■ **Records for processing**
= Beginning of Section =

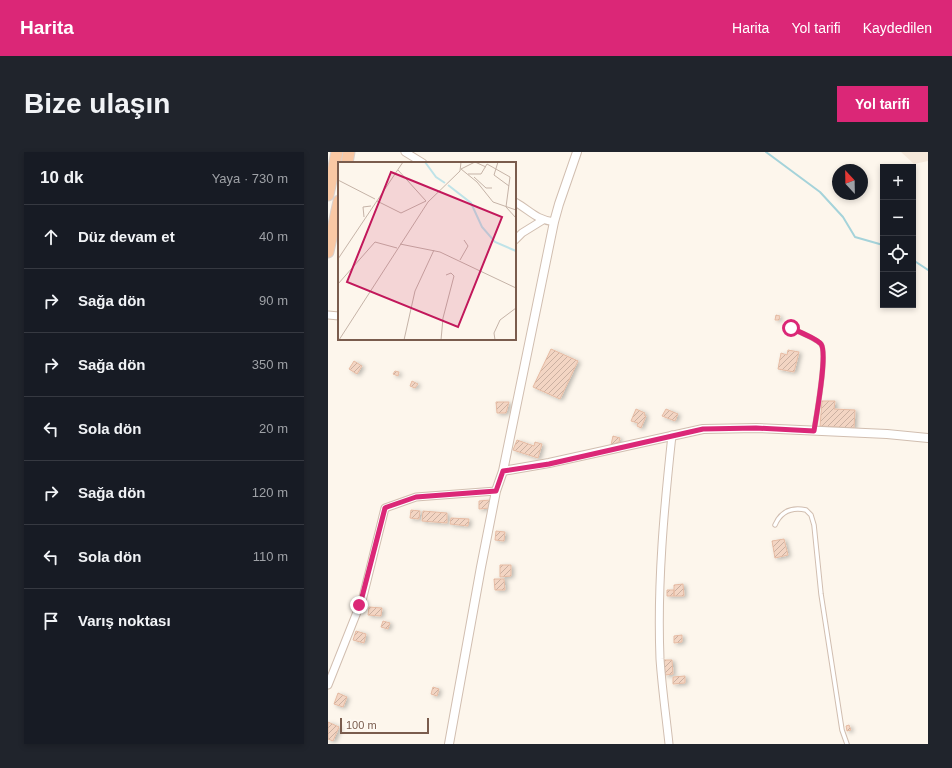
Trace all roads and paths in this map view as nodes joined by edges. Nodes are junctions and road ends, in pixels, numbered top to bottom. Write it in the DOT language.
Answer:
graph roads {
  1 [pos="337,152"];
  2 [pos="350,152"];
  3 [pos="405,152"];
  4 [pos="577,152"];
  5 [pos="347,162"];
  6 [pos="421,162"];
  7 [pos="328,195"];
  8 [pos="516,203"];
  9 [pos="338,206"];
  10 [pos="543,220"];
  11 [pos="554,222"];
  12 [pos="516,239"];
  13 [pos="328,252"];
  14 [pos="328,315"];
  15 [pos="338,316"];
  16 [pos="791,328"];
  17 [pos="814,431"];
  18 [pos="672,435"];
  19 [pos="928,438"];
  20 [pos="503,471"];
  21 [pos="496,491"];
  22 [pos="775,525"];
  23 [pos="328,685"];
  24 [pos="449,744"];
  25 [pos="669,744"];
  26 [pos="847,744"];
  1 -- 7 [label="highway"];
  2 -- 5 [label="highway"];
  3 -- 6 [label="street"];
  4 -- 11 [label="street"];
  8 -- 10 [label="street"];
  9 -- 13 [label="highway"];
  10 -- 11 [label="street"];
  10 -- 12 [label="street"];
  11 -- 20 [label="street"];
  14 -- 15 [label="street"];
  16 -- 17 [label="lane"];
  17 -- 18 [label="street"];
  17 -- 19 [label="street"];
  18 -- 20 [label="street"];
  18 -- 25 [label="street"];
  20 -- 21 [label="street"];
  21 -- 23 [label="street"];
  21 -- 24 [label="street"];
  22 -- 26 [label="lane"];
}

= End of Section =

■ **Problem details**
Set down the material above as is, without any pictures.

■ **Response below**
Trace all roads and paths in this map view as nodes joined by edges. Nodes are junctions and road ends, in pixels, numbered top to bottom. Write it in the DOT language.
Answer:
graph roads {
  1 [pos="337,152"];
  2 [pos="350,152"];
  3 [pos="405,152"];
  4 [pos="577,152"];
  5 [pos="347,162"];
  6 [pos="421,162"];
  7 [pos="328,195"];
  8 [pos="516,203"];
  9 [pos="338,206"];
  10 [pos="543,220"];
  11 [pos="554,222"];
  12 [pos="516,239"];
  13 [pos="328,252"];
  14 [pos="328,315"];
  15 [pos="338,316"];
  16 [pos="791,328"];
  17 [pos="814,431"];
  18 [pos="672,435"];
  19 [pos="928,438"];
  20 [pos="503,471"];
  21 [pos="496,491"];
  22 [pos="775,525"];
  23 [pos="328,685"];
  24 [pos="449,744"];
  25 [pos="669,744"];
  26 [pos="847,744"];
  1 -- 7 [label="highway"];
  2 -- 5 [label="highway"];
  3 -- 6 [label="street"];
  4 -- 11 [label="street"];
  8 -- 10 [label="street"];
  9 -- 13 [label="highway"];
  10 -- 11 [label="street"];
  10 -- 12 [label="street"];
  11 -- 20 [label="street"];
  14 -- 15 [label="street"];
  16 -- 17 [label="lane"];
  17 -- 18 [label="street"];
  17 -- 19 [label="street"];
  18 -- 20 [label="street"];
  18 -- 25 [label="street"];
  20 -- 21 [label="street"];
  21 -- 23 [label="street"];
  21 -- 24 [label="street"];
  22 -- 26 [label="lane"];
}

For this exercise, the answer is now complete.